> **Data for this exercise**
━━━━━━━━━━━━━━━━━━━━

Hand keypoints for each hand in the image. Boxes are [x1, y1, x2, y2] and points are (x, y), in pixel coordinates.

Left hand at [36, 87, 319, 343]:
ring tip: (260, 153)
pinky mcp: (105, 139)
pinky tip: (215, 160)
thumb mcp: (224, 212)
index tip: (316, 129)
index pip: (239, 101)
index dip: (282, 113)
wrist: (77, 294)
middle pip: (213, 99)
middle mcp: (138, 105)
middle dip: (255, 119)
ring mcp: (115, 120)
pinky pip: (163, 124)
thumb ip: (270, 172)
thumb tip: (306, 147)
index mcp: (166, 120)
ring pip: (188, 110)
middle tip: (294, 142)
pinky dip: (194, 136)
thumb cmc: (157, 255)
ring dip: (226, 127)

━━━━━━━━━━━━━━━━━━━━

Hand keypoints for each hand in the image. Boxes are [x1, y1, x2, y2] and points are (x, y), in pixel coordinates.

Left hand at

━━━━━━━━━━━━━━━━━━━━

> **Brief**
Starting at the line that has "index tip: (316, 129)" in the records above, restate word for word every line until the one that has "ring dip: (226, 127)", and include that one as well.

> **Worked solution**
index tip: (316, 129)
index pip: (239, 101)
index dip: (282, 113)
wrist: (77, 294)
middle pip: (213, 99)
middle mcp: (138, 105)
middle dip: (255, 119)
ring mcp: (115, 120)
pinky pip: (163, 124)
thumb ip: (270, 172)
thumb tip: (306, 147)
index mcp: (166, 120)
ring pip: (188, 110)
middle tip: (294, 142)
pinky dip: (194, 136)
thumb cmc: (157, 255)
ring dip: (226, 127)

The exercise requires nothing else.